10. Il résulte des mentions de la décision attaquée que le préfet de l'Eure a, en application de l'article R. 221-13 du code de la route, subordonné la restitution de son permis de conduire au requérant à une visite médicale favorable devant le médecin agréé, un mois avant la fin de la mesure de suspension. Dès lors, M. A a reçu les informations relatives à la nature des examens médicaux auxquels il devait se soumettre, et le délai dans lequel ils devaient être réalisés afin de se voir restituer son permis de conduire à l'échéance prévue. En tout état de cause, s'il appartient à l'autorité préfectorale d'indiquer au conducteur le délai dans lequel une visite médicale doit être effectuée et la nature des examens auxquels il doit se soumettre, l'absence de ces précisions, qui aurait seulement pour conséquence de faire obstacle à ce que soit refusée la restitution du permis de conduire à l'expiration de la période de sa suspension, est sans influence sur la légalité de la mesure de suspension elle-même. Par suite, le moyen tiré de la méconnaissance de l'article R. 221-13 du code de la route doit être écarté.

11. En dernier lieu, aucune disposition législative ou réglementaire n'impose que la décision de suspension ou l'avis de rétention de permis de conduire sur lequel est fondée la décision de suspension contestée mentionnent les informations relatives à l'identification de l'appareil utilisé pendant le contrôle ainsi que sa date et ses conditions de vérification et d'homologation. Par suite, le moyen doit être écarté.

12. Il résulte de ce qui précède que M. A n'est pas fondé à demander l'annulation de la décision du 6 septembre 2021 par laquelle le préfet de l'Eure a suspendu la validité de son permis de conduire pour une durée de trois mois. Par voie de conséquence, les conclusions à fin d'injonction doivent également être rejetées.

D E C I D E :

Article 1er : La requête de M. A est rejetée.

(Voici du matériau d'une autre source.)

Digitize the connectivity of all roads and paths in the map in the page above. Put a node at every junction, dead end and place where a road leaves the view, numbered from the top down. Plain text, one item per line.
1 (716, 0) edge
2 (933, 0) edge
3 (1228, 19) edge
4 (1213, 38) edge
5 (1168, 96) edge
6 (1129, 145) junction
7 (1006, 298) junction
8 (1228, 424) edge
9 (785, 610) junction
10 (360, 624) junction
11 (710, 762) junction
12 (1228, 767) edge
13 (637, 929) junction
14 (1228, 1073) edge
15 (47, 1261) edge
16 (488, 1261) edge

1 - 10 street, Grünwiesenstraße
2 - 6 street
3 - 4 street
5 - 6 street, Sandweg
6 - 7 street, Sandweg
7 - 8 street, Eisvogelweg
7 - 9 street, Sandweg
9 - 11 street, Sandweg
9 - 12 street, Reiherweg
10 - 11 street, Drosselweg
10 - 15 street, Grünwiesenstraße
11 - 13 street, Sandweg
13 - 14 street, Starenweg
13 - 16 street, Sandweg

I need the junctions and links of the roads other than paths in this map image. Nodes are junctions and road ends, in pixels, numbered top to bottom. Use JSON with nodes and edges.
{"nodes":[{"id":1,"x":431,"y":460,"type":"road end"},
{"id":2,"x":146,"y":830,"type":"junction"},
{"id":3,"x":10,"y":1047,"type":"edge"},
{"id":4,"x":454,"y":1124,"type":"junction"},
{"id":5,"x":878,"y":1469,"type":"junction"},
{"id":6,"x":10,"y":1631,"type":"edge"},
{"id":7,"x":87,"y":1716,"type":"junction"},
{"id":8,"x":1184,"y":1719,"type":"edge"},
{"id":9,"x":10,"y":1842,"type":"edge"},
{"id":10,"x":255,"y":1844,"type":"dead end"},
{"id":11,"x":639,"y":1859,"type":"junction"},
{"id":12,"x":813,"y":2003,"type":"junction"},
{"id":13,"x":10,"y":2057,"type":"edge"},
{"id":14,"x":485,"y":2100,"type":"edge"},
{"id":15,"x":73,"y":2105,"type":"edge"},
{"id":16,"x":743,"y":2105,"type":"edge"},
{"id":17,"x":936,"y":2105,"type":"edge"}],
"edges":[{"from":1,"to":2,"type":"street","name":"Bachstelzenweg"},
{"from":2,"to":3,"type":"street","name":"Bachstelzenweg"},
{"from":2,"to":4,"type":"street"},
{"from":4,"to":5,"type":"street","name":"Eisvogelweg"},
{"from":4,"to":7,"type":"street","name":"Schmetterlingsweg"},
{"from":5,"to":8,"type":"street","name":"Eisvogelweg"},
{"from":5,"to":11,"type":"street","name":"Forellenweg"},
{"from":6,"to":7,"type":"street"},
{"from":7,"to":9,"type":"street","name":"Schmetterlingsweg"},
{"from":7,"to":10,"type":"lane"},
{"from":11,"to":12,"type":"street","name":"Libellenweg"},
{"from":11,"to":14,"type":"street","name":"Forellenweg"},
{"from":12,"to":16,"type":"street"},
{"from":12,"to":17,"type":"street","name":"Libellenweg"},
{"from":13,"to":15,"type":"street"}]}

Article 2 : Le présent jugement sera notifié à M. C A et au préfet de l'Eure.

Rendu public par mise à disposition au greffe le 5 juillet 2024.

La magistrate désignée,

signé

S. B

La greffière,

signé

A. Gateau

La République mande et ordonne au ministre de l'intérieur et des outre-mer en ce qui le concerne ou à tous commissaires de justice à ce requis en ce qui concerne les voies de droit commun, contre les parties privées, de pourvoir à l'exécution de la présente décision.